# Stored data:
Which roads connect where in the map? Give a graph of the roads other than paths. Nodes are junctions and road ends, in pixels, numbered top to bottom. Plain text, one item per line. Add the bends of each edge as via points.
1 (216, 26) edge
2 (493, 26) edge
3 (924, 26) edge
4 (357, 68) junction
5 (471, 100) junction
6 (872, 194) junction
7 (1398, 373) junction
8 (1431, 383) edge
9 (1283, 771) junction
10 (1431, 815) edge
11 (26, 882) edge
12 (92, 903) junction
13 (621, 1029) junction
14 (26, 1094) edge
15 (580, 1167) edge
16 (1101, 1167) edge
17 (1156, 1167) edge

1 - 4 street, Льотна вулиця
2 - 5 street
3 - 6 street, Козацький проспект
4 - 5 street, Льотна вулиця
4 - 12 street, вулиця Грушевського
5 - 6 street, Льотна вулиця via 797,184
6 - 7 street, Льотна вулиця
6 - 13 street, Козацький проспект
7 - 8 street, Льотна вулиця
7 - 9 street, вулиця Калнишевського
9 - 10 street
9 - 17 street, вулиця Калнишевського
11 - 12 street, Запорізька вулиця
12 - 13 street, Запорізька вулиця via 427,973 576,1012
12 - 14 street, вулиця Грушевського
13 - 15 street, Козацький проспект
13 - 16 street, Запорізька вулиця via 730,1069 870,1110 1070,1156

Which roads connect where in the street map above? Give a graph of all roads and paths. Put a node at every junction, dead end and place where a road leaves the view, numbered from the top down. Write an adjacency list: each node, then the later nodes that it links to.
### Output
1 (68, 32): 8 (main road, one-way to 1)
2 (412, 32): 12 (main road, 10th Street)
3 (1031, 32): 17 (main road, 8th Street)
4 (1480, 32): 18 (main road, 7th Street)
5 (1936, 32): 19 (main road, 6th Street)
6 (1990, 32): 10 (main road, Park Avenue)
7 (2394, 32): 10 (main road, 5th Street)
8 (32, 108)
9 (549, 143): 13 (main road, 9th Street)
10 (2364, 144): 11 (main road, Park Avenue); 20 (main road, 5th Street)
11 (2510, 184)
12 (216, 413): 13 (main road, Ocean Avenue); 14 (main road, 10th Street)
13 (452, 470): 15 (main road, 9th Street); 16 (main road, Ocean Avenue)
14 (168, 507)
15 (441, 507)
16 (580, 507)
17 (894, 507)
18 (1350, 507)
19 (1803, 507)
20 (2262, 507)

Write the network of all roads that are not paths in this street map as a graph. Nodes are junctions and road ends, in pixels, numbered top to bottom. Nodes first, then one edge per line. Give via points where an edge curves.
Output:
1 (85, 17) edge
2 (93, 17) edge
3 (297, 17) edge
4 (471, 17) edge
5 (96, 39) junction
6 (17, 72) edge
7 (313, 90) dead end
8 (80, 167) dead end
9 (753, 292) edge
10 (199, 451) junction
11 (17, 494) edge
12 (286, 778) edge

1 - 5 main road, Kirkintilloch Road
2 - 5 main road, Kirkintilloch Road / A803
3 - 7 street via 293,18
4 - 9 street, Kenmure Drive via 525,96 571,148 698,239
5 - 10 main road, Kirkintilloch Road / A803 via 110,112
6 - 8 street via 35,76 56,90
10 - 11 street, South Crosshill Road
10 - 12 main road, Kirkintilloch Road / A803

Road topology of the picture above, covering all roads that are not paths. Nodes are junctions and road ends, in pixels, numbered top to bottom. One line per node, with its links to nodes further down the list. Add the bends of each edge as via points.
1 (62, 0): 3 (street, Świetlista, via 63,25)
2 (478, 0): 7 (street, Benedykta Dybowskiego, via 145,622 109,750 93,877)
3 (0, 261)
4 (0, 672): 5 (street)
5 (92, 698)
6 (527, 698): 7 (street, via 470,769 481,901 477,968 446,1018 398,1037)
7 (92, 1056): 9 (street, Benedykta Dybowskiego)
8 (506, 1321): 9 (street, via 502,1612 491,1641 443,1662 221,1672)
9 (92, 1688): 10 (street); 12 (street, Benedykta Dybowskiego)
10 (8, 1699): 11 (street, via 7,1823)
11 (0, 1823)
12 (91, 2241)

# PROMPT:
Every line from the one containing "Road topology of" through the end of the entries above must be echoed exactly, with both ends kept.

# RESULT OF THIS TASK:
Road topology of the picture above, covering all roads that are not paths. Nodes are junctions and road ends, in pixels, numbered top to bottom. One line per node, with its links to nodes further down the list. Add the bends of each edge as via points.
1 (62, 0): 3 (street, Świetlista, via 63,25)
2 (478, 0): 7 (street, Benedykta Dybowskiego, via 145,622 109,750 93,877)
3 (0, 261)
4 (0, 672): 5 (street)
5 (92, 698)
6 (527, 698): 7 (street, via 470,769 481,901 477,968 446,1018 398,1037)
7 (92, 1056): 9 (street, Benedykta Dybowskiego)
8 (506, 1321): 9 (street, via 502,1612 491,1641 443,1662 221,1672)
9 (92, 1688): 10 (street); 12 (street, Benedykta Dybowskiego)
10 (8, 1699): 11 (street, via 7,1823)
11 (0, 1823)
12 (91, 2241)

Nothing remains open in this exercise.